+++ Record excerpts
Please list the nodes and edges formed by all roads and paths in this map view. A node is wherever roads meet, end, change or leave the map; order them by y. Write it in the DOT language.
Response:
++++++
+++ Record excerpts
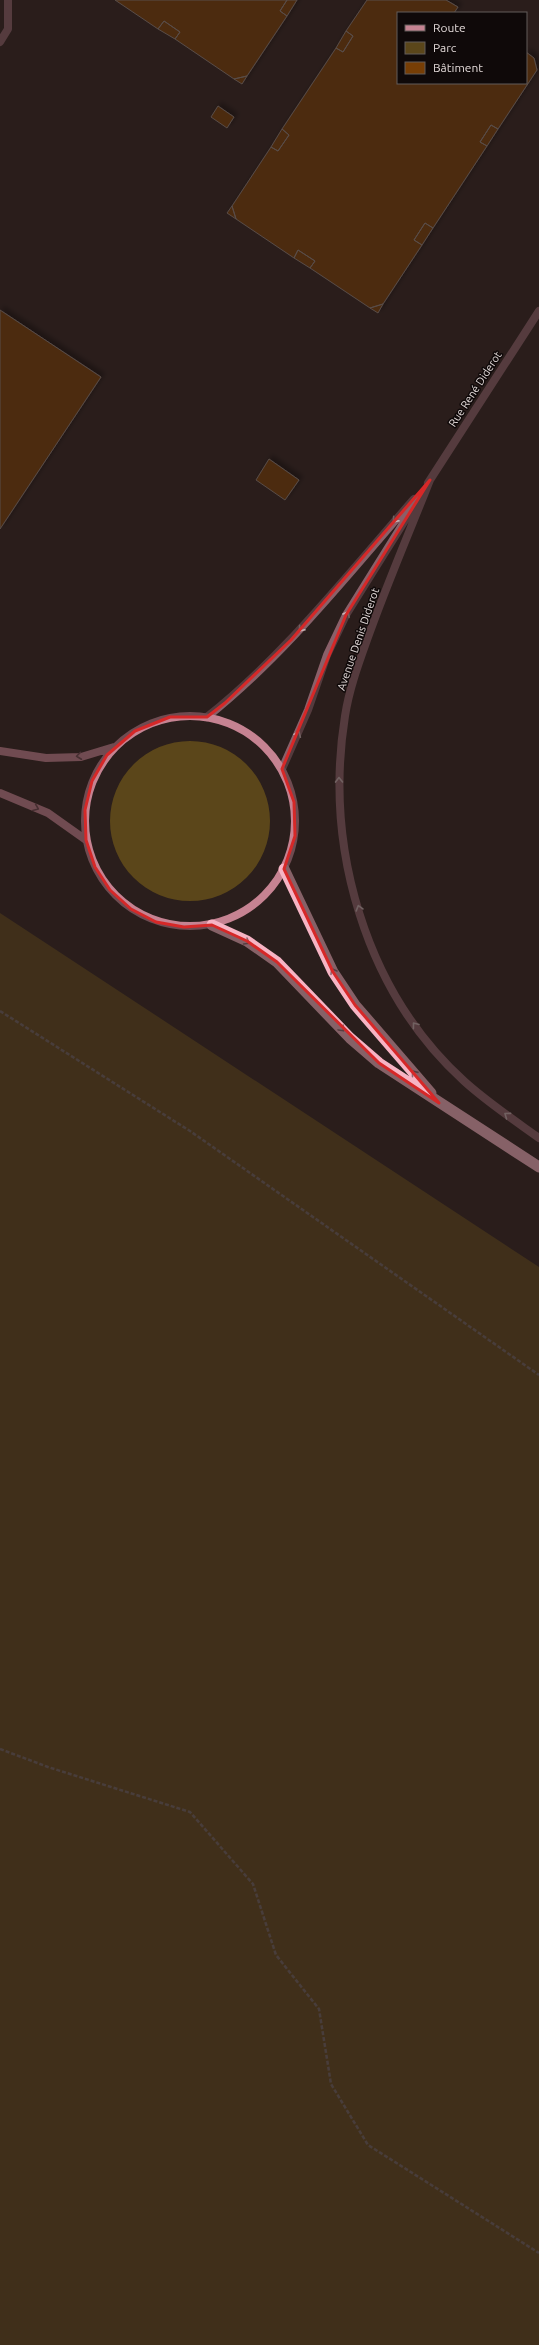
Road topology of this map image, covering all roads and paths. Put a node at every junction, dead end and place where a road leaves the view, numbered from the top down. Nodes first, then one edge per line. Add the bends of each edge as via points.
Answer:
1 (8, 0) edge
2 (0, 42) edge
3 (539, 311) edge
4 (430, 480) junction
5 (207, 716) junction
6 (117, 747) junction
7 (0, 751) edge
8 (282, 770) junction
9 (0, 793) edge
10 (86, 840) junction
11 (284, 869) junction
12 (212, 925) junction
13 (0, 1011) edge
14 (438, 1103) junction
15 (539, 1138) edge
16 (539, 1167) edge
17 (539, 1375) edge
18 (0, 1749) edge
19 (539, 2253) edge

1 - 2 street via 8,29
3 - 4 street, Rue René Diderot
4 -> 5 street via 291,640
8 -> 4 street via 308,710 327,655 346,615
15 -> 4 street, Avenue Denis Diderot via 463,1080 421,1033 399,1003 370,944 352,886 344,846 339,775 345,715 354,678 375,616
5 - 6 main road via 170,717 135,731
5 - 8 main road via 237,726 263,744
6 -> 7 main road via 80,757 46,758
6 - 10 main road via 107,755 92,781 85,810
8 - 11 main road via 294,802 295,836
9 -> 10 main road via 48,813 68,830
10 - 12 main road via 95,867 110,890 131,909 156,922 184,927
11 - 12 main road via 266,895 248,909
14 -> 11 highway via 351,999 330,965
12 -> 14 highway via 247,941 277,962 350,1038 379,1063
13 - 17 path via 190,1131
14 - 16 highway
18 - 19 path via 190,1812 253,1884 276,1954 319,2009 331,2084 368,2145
++++++
+++ Record excerpts
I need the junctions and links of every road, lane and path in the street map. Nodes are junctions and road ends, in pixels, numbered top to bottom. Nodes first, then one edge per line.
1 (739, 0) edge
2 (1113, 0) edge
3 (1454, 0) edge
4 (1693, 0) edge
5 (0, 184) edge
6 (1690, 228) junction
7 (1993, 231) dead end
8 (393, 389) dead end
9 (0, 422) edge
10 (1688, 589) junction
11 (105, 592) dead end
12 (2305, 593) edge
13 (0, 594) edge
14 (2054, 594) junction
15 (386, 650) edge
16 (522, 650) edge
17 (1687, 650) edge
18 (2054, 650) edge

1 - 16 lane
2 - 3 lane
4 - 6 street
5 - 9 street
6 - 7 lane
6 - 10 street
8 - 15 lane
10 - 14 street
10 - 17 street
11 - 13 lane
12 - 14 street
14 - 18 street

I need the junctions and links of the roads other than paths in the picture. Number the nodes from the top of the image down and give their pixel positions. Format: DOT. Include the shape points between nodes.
++++++
How many of the lines above include the string "paths"? Give only the number.

▶ _Task response_:
3